* Work item *
Make an exact copy of the records below, excluding images.

* Data to use *
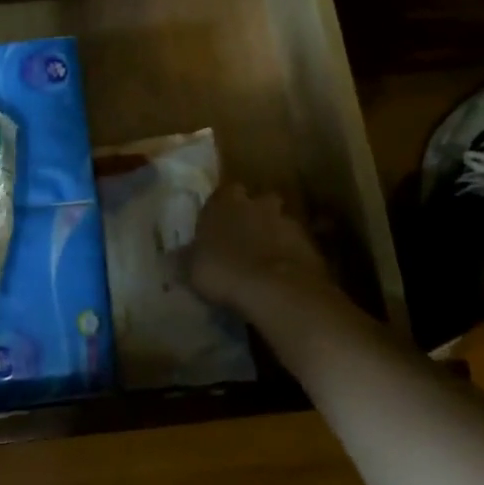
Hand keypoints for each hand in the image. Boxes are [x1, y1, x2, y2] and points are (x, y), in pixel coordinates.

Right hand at [189, 184, 333, 316]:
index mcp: (226, 202)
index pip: (223, 193)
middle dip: (252, 218)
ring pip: (278, 223)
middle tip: (242, 243)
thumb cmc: (224, 271)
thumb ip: (186, 257)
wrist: (276, 290)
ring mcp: (287, 221)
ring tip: (263, 264)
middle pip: (256, 203)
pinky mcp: (310, 244)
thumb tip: (173, 256)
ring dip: (272, 238)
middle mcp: (258, 203)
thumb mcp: (191, 268)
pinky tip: (281, 278)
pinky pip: (295, 247)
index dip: (220, 210)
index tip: (216, 227)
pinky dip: (289, 257)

* Written solution *
Hand keypoints for each hand in the image. Boxes are [x1, y1, x2, y2] and points are (x, y), in pixel coordinates.

Right hand at [189, 184, 333, 316]:
index mcp: (226, 202)
index pip: (223, 193)
middle dip: (252, 218)
ring pip: (278, 223)
middle tip: (242, 243)
thumb cmc: (224, 271)
thumb ip: (186, 257)
wrist: (276, 290)
ring mcp: (287, 221)
ring tip: (263, 264)
middle pip: (256, 203)
pinky mcp: (310, 244)
thumb tip: (173, 256)
ring dip: (272, 238)
middle mcp: (258, 203)
thumb mcp: (191, 268)
pinky tip: (281, 278)
pinky pip: (295, 247)
index dip: (220, 210)
index tip: (216, 227)
pinky dip: (289, 257)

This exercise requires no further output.